● **Exercise directions**: Where the data below has the string "numbered", return the whole line.

● **Dataset**:
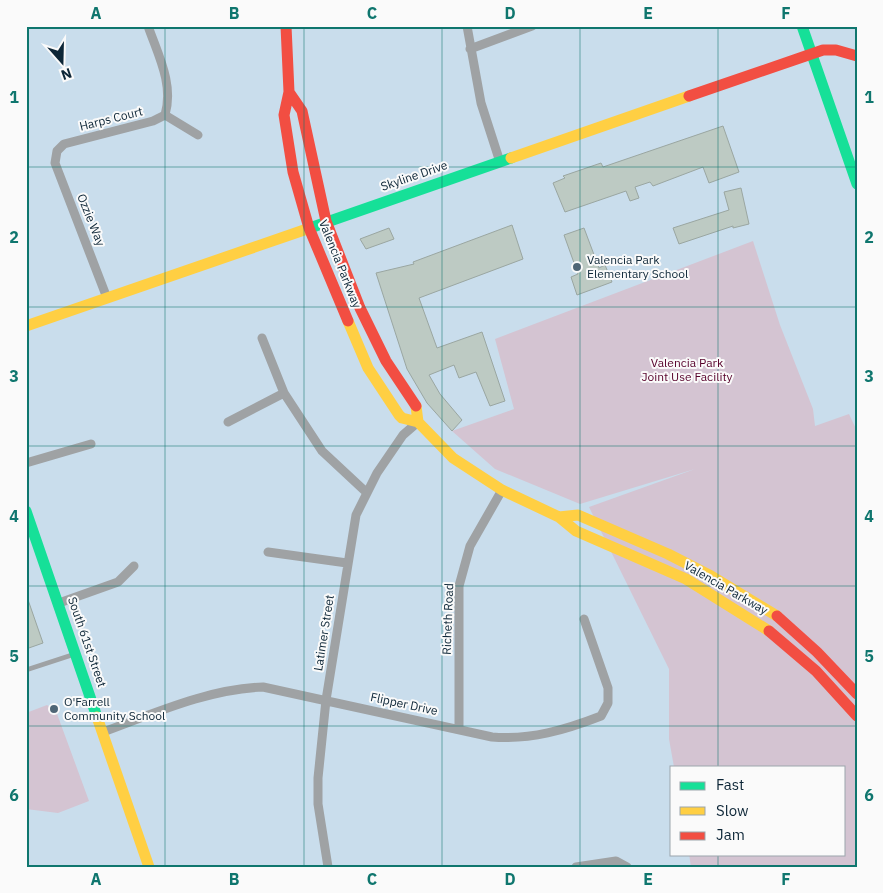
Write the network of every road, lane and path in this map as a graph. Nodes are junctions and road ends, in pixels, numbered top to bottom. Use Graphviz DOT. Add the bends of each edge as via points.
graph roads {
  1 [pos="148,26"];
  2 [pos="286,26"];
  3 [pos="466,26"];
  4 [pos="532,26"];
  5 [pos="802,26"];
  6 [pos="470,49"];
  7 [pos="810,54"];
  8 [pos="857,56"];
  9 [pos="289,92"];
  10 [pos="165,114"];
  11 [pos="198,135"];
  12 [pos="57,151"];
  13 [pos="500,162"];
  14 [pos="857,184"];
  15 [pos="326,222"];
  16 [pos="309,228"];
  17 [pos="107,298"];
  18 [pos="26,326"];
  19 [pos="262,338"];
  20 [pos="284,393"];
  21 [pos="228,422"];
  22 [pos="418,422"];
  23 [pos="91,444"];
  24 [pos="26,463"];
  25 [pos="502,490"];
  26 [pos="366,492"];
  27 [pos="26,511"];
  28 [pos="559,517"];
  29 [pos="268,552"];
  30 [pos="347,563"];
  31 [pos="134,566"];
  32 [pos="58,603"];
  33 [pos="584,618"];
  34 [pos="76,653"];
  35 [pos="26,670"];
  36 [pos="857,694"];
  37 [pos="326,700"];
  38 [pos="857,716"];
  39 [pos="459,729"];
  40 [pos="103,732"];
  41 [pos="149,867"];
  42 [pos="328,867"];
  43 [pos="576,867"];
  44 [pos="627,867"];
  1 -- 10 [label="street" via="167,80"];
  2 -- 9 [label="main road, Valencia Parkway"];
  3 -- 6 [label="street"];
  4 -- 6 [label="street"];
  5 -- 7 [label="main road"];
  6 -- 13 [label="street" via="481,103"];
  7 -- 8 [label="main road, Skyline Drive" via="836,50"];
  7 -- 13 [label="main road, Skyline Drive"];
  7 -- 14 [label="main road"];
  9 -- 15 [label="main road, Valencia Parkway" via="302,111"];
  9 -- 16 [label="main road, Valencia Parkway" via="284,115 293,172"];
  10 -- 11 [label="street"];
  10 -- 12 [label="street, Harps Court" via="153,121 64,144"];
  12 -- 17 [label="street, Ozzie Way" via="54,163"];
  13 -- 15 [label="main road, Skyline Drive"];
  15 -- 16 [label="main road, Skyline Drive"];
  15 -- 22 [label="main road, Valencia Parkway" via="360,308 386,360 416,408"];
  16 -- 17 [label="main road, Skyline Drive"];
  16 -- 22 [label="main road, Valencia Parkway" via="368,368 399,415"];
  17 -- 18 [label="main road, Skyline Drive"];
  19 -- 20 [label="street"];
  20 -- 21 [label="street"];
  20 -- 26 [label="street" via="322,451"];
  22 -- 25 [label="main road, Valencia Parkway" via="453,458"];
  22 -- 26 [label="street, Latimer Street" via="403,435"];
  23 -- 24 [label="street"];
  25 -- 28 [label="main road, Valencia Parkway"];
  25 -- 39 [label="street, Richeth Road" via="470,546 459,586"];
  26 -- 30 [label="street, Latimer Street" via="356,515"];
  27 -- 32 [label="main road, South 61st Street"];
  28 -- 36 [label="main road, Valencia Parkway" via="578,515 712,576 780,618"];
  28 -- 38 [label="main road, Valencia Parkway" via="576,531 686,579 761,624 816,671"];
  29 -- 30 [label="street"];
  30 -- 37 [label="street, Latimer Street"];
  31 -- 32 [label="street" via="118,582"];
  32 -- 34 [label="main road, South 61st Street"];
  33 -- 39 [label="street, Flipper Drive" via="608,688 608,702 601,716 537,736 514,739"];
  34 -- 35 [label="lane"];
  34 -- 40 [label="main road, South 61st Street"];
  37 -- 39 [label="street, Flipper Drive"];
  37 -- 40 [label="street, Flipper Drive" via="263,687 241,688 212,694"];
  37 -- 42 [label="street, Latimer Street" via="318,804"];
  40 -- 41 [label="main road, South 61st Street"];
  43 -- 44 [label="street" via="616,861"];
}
--
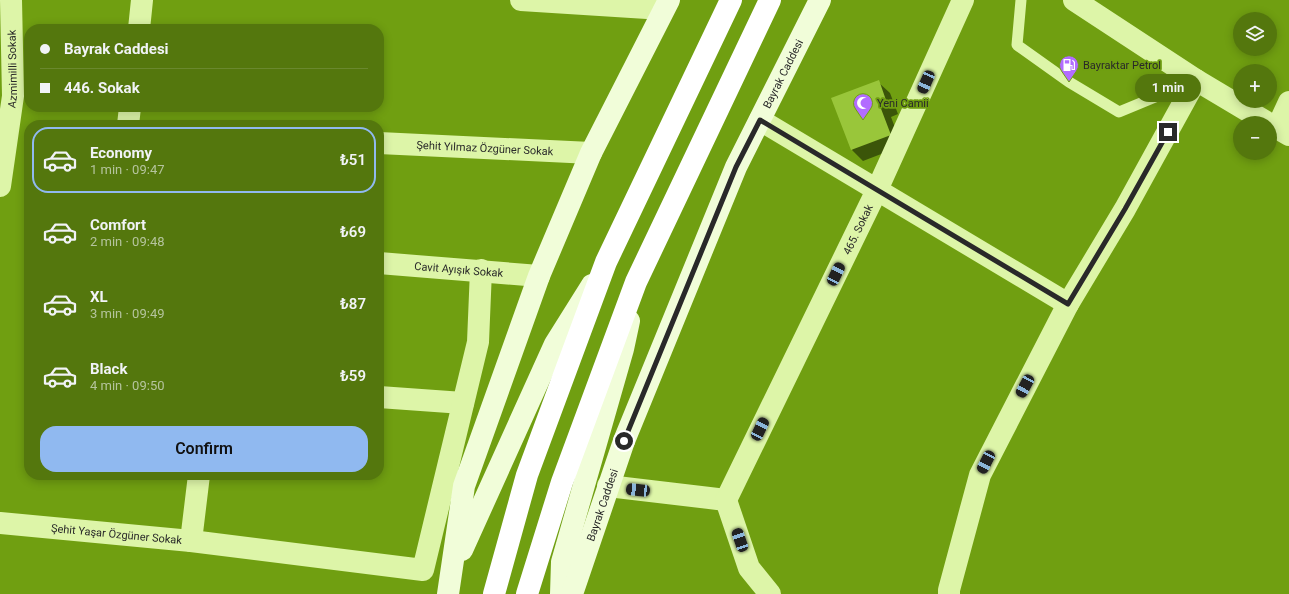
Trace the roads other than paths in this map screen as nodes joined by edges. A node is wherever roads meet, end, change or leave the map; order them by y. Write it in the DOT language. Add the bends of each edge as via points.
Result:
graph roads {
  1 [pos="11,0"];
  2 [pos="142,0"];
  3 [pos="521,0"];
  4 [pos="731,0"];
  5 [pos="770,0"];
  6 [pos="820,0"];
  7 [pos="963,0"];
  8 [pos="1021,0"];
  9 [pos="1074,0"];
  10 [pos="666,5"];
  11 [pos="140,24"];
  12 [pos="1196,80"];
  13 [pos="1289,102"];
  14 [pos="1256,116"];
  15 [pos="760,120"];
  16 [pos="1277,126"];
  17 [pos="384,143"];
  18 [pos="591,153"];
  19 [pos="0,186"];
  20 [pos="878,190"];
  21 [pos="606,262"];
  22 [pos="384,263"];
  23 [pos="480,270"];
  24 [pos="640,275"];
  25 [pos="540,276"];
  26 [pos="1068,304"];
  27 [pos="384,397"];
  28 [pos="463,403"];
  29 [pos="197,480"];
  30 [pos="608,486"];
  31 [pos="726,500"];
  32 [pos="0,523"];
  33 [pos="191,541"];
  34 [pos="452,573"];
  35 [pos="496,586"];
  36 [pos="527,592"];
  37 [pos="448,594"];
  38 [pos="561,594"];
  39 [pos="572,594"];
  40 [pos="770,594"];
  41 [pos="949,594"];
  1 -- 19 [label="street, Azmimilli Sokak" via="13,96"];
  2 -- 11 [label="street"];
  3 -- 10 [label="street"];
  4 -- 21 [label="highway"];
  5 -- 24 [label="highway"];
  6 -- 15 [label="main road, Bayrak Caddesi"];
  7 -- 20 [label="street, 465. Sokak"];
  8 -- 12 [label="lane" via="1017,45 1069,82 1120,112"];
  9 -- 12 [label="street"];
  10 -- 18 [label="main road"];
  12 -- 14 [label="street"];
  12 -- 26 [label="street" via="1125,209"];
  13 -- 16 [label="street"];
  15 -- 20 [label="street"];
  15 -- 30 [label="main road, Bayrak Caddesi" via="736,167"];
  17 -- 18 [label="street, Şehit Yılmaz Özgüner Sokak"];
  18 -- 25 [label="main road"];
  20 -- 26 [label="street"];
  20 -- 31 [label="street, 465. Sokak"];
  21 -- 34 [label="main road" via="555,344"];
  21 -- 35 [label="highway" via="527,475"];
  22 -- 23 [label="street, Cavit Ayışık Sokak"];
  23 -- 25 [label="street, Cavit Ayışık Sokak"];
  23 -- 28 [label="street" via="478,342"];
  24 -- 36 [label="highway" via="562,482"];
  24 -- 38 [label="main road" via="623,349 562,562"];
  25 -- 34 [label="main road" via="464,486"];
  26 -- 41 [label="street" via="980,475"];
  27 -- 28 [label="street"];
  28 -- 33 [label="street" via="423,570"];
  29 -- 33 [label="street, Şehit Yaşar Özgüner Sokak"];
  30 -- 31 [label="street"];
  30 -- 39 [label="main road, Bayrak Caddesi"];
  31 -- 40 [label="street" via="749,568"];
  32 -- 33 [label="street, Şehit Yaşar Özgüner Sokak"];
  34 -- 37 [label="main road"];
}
---
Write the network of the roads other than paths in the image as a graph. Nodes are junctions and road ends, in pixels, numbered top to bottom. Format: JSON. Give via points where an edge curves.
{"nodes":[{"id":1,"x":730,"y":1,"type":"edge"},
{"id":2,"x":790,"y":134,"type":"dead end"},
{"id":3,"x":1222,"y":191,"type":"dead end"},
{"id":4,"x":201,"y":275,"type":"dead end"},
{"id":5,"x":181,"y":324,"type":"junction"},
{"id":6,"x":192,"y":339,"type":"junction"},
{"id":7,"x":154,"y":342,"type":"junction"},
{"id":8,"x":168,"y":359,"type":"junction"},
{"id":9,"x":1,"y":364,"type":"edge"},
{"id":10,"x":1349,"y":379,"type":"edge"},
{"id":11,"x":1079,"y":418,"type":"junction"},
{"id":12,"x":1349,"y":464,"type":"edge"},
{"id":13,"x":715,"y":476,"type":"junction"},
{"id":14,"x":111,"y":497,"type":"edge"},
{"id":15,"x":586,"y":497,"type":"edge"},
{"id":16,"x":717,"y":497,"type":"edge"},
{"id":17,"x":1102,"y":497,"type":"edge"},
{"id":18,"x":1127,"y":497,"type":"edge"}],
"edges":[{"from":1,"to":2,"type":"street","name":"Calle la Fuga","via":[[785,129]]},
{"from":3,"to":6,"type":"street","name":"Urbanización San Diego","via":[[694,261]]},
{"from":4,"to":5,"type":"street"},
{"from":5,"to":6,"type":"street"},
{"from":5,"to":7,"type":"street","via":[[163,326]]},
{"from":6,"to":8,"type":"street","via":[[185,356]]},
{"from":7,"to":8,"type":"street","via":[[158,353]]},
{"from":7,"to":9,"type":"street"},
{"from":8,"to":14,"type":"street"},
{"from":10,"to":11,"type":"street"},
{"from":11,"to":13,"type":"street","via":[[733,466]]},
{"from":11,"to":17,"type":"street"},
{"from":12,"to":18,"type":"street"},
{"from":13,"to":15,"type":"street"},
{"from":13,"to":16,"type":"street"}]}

● **Expected output**:
Write the network of every road, lane and path in this map as a graph. Nodes are junctions and road ends, in pixels, numbered top to bottom. Use Graphviz DOT. Add the bends of each edge as via points.
Write the network of the roads other than paths in the image as a graph. Nodes are junctions and road ends, in pixels, numbered top to bottom. Format: JSON. Give via points where an edge curves.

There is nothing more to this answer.